Many of us have received an eagerly awaited shipment, opened the package to find the contents damaged, and wondered, “How in the world could anyone or anything do that to my item?” The damage may have been caused by a rare catastrophic event during shipment, but more likely it happened because either (1) the shipper had not adequately packaged the item, or (2) the carrier had imposed excessive force en route.

Fortunately, ASTM Committee D10 on Packaging has developed a good way to determine what is “adequate” or “excessive” as specified in its standard D 4169, Practice for Performance Testing for Shipping Containers and Systems.

D 4169 furnishes packaging designers with a method for predicting the performance of new or redesigned packages when distributed by any mode of transport. It provides a uniform basis for evaluation in the laboratory by subjecting shipping containers to a test plan of anticipated hazard elements encountered in the distribution environment. Each hazard element is simulated by an ASTM test method, and a series of tests, specific to a particular type of distribution, are conducted in sequence with the packaging unopened for inspection until completion of testing. The package is then opened and a determination made concerning its performance — have both contents and package emerged acceptably according to standardized criteria?

A Performance Standard

The performance approach has been practiced for many years in some technologies outside of packaging. It is a systematic way to 1) define the desired attributes of an item (i.e. packaged product), and 2) determine if it fulfills those requirements satisfactorily without regard to the specific materials used. Within the specified requirements of a performance standard, producers may use their ingenuity to produce a product that is both cost-effective and safe. There is general agreement within government and industry that performance standards are more likely to encourage innovative designs and less likely to restrain competitive product development than standards that specify materials or design methods.
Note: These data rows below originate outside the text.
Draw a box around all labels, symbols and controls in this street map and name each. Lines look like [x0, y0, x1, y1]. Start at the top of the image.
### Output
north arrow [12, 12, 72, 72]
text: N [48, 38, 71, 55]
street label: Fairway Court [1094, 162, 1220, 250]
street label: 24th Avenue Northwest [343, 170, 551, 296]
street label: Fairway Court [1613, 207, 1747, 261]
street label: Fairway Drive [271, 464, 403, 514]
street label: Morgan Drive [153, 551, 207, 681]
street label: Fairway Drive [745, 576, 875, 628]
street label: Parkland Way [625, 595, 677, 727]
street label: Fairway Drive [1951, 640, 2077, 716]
In the early 1970s, the performance approach was being applied in a number of new fields and the late W.L. “Bill” Newman of General Electric began pushing for its application in packaging. When other organizations showed little interest in doing so, Newman used his position as the chairman of Committee D10 in 1973 to form a task group for developing a performance standard for shipping containers and systems. It turned out to be the most momentous task ever undertaken by D10, finally achieving full approval as D 4169 in 1982 due in no small part to task group co-leaders Fred Ostrem and W. D. “Dunc” Godshall. The contentious debates on test levels at times reached great heights of fervor, but eventually the co-leaders were able to achieve acceptance of a standard that is truly a product of the consensus process. A landmark technical report authored by Ostrem and Godshall in 1979, FPL 22 — An Assessment of the Common Carrier Environment, provided much of the background for determining test levels in D 4169.

Packaging Problems Solved

Prior to the availability of D 4169, if any testing was performed, packaging designers typically followed one or more standard test methods to check the strength, durability and protective capability of the package they were developing. Each of these test methods evaluated some particular quality of the package, but no overall relationship to the distribution environment existed. Testing parameters such as intensity or duration were often at significantly higher levels than expected in actual shipments, and new package specimens were used for each test. Positive results indicated a package with good integrity for the test it had passed, but no assurance that it would perform well when exposed to all major hazards in distribution.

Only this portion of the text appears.